Dataset excerpts:
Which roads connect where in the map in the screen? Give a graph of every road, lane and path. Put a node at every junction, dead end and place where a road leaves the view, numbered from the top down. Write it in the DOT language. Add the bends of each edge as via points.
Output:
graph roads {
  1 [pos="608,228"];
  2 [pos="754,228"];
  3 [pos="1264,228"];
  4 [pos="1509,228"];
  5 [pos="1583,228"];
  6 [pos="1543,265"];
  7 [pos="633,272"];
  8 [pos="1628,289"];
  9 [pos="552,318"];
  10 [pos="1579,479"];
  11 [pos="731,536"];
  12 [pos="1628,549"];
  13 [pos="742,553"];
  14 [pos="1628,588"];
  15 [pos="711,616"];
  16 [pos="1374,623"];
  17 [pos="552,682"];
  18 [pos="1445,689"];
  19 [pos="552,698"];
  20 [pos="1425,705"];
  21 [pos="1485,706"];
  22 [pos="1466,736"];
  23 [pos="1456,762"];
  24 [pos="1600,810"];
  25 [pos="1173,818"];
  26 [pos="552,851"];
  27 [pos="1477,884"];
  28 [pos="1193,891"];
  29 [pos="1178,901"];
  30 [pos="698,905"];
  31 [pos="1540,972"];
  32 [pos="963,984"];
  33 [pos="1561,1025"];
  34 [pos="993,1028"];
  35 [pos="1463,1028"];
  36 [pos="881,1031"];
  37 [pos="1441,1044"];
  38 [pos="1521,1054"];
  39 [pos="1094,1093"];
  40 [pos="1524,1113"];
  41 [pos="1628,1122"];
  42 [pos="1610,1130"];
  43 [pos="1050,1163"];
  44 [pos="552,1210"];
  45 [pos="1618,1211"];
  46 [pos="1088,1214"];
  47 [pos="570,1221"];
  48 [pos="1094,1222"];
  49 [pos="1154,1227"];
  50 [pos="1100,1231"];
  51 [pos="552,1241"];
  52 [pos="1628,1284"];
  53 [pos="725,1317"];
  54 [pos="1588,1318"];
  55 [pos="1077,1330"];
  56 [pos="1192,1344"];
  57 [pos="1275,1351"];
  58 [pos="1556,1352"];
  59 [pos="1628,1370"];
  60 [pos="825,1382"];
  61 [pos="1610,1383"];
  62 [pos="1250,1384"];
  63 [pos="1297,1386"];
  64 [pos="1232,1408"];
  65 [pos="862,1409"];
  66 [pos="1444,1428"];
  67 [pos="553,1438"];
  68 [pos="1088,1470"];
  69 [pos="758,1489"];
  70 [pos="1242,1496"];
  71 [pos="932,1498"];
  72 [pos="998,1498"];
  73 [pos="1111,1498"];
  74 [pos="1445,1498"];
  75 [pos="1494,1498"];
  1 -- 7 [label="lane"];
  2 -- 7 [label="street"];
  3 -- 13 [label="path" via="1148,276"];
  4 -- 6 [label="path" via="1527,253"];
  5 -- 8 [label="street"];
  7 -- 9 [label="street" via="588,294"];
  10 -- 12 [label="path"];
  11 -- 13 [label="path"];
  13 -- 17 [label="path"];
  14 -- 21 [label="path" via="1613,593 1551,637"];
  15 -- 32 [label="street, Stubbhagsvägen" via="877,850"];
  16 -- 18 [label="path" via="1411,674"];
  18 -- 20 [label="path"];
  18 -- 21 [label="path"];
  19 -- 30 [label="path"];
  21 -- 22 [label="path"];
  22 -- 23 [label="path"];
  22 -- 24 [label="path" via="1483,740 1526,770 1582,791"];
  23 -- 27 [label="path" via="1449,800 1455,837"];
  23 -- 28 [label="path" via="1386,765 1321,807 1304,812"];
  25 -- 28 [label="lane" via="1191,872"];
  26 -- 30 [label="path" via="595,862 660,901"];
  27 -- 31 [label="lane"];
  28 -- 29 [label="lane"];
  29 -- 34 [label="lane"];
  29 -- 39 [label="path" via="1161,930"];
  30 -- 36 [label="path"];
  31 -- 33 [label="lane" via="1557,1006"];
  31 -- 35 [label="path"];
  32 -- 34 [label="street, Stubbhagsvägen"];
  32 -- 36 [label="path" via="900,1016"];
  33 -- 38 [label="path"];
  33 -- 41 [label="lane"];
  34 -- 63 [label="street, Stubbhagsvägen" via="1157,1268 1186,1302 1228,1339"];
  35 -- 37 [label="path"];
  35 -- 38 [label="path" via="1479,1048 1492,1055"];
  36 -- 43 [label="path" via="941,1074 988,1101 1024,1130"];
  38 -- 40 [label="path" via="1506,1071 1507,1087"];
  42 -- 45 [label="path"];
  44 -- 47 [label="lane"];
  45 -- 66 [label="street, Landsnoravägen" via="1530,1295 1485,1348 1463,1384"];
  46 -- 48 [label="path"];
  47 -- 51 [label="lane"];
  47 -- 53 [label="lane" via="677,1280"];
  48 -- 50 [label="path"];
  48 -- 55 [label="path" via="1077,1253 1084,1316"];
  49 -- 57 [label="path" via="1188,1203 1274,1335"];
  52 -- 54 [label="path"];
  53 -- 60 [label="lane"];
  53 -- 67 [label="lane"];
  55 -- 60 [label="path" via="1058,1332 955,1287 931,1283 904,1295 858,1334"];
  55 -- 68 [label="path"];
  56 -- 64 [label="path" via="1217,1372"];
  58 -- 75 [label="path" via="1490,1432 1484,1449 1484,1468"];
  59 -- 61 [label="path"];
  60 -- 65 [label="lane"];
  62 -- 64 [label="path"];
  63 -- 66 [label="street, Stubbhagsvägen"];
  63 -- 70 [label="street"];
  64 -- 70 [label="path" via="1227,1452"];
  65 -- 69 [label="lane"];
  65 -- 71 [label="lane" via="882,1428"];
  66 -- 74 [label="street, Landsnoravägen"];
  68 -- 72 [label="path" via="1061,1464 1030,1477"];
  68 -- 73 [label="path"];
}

Exercise instructions: Output the entire listing exactly as it appears above.

Solution to the problem:
Which roads connect where in the map in the screen? Give a graph of every road, lane and path. Put a node at every junction, dead end and place where a road leaves the view, numbered from the top down. Write it in the DOT language. Add the bends of each edge as via points.
Output:
graph roads {
  1 [pos="608,228"];
  2 [pos="754,228"];
  3 [pos="1264,228"];
  4 [pos="1509,228"];
  5 [pos="1583,228"];
  6 [pos="1543,265"];
  7 [pos="633,272"];
  8 [pos="1628,289"];
  9 [pos="552,318"];
  10 [pos="1579,479"];
  11 [pos="731,536"];
  12 [pos="1628,549"];
  13 [pos="742,553"];
  14 [pos="1628,588"];
  15 [pos="711,616"];
  16 [pos="1374,623"];
  17 [pos="552,682"];
  18 [pos="1445,689"];
  19 [pos="552,698"];
  20 [pos="1425,705"];
  21 [pos="1485,706"];
  22 [pos="1466,736"];
  23 [pos="1456,762"];
  24 [pos="1600,810"];
  25 [pos="1173,818"];
  26 [pos="552,851"];
  27 [pos="1477,884"];
  28 [pos="1193,891"];
  29 [pos="1178,901"];
  30 [pos="698,905"];
  31 [pos="1540,972"];
  32 [pos="963,984"];
  33 [pos="1561,1025"];
  34 [pos="993,1028"];
  35 [pos="1463,1028"];
  36 [pos="881,1031"];
  37 [pos="1441,1044"];
  38 [pos="1521,1054"];
  39 [pos="1094,1093"];
  40 [pos="1524,1113"];
  41 [pos="1628,1122"];
  42 [pos="1610,1130"];
  43 [pos="1050,1163"];
  44 [pos="552,1210"];
  45 [pos="1618,1211"];
  46 [pos="1088,1214"];
  47 [pos="570,1221"];
  48 [pos="1094,1222"];
  49 [pos="1154,1227"];
  50 [pos="1100,1231"];
  51 [pos="552,1241"];
  52 [pos="1628,1284"];
  53 [pos="725,1317"];
  54 [pos="1588,1318"];
  55 [pos="1077,1330"];
  56 [pos="1192,1344"];
  57 [pos="1275,1351"];
  58 [pos="1556,1352"];
  59 [pos="1628,1370"];
  60 [pos="825,1382"];
  61 [pos="1610,1383"];
  62 [pos="1250,1384"];
  63 [pos="1297,1386"];
  64 [pos="1232,1408"];
  65 [pos="862,1409"];
  66 [pos="1444,1428"];
  67 [pos="553,1438"];
  68 [pos="1088,1470"];
  69 [pos="758,1489"];
  70 [pos="1242,1496"];
  71 [pos="932,1498"];
  72 [pos="998,1498"];
  73 [pos="1111,1498"];
  74 [pos="1445,1498"];
  75 [pos="1494,1498"];
  1 -- 7 [label="lane"];
  2 -- 7 [label="street"];
  3 -- 13 [label="path" via="1148,276"];
  4 -- 6 [label="path" via="1527,253"];
  5 -- 8 [label="street"];
  7 -- 9 [label="street" via="588,294"];
  10 -- 12 [label="path"];
  11 -- 13 [label="path"];
  13 -- 17 [label="path"];
  14 -- 21 [label="path" via="1613,593 1551,637"];
  15 -- 32 [label="street, Stubbhagsvägen" via="877,850"];
  16 -- 18 [label="path" via="1411,674"];
  18 -- 20 [label="path"];
  18 -- 21 [label="path"];
  19 -- 30 [label="path"];
  21 -- 22 [label="path"];
  22 -- 23 [label="path"];
  22 -- 24 [label="path" via="1483,740 1526,770 1582,791"];
  23 -- 27 [label="path" via="1449,800 1455,837"];
  23 -- 28 [label="path" via="1386,765 1321,807 1304,812"];
  25 -- 28 [label="lane" via="1191,872"];
  26 -- 30 [label="path" via="595,862 660,901"];
  27 -- 31 [label="lane"];
  28 -- 29 [label="lane"];
  29 -- 34 [label="lane"];
  29 -- 39 [label="path" via="1161,930"];
  30 -- 36 [label="path"];
  31 -- 33 [label="lane" via="1557,1006"];
  31 -- 35 [label="path"];
  32 -- 34 [label="street, Stubbhagsvägen"];
  32 -- 36 [label="path" via="900,1016"];
  33 -- 38 [label="path"];
  33 -- 41 [label="lane"];
  34 -- 63 [label="street, Stubbhagsvägen" via="1157,1268 1186,1302 1228,1339"];
  35 -- 37 [label="path"];
  35 -- 38 [label="path" via="1479,1048 1492,1055"];
  36 -- 43 [label="path" via="941,1074 988,1101 1024,1130"];
  38 -- 40 [label="path" via="1506,1071 1507,1087"];
  42 -- 45 [label="path"];
  44 -- 47 [label="lane"];
  45 -- 66 [label="street, Landsnoravägen" via="1530,1295 1485,1348 1463,1384"];
  46 -- 48 [label="path"];
  47 -- 51 [label="lane"];
  47 -- 53 [label="lane" via="677,1280"];
  48 -- 50 [label="path"];
  48 -- 55 [label="path" via="1077,1253 1084,1316"];
  49 -- 57 [label="path" via="1188,1203 1274,1335"];
  52 -- 54 [label="path"];
  53 -- 60 [label="lane"];
  53 -- 67 [label="lane"];
  55 -- 60 [label="path" via="1058,1332 955,1287 931,1283 904,1295 858,1334"];
  55 -- 68 [label="path"];
  56 -- 64 [label="path" via="1217,1372"];
  58 -- 75 [label="path" via="1490,1432 1484,1449 1484,1468"];
  59 -- 61 [label="path"];
  60 -- 65 [label="lane"];
  62 -- 64 [label="path"];
  63 -- 66 [label="street, Stubbhagsvägen"];
  63 -- 70 [label="street"];
  64 -- 70 [label="path" via="1227,1452"];
  65 -- 69 [label="lane"];
  65 -- 71 [label="lane" via="882,1428"];
  66 -- 74 [label="street, Landsnoravägen"];
  68 -- 72 [label="path" via="1061,1464 1030,1477"];
  68 -- 73 [label="path"];
}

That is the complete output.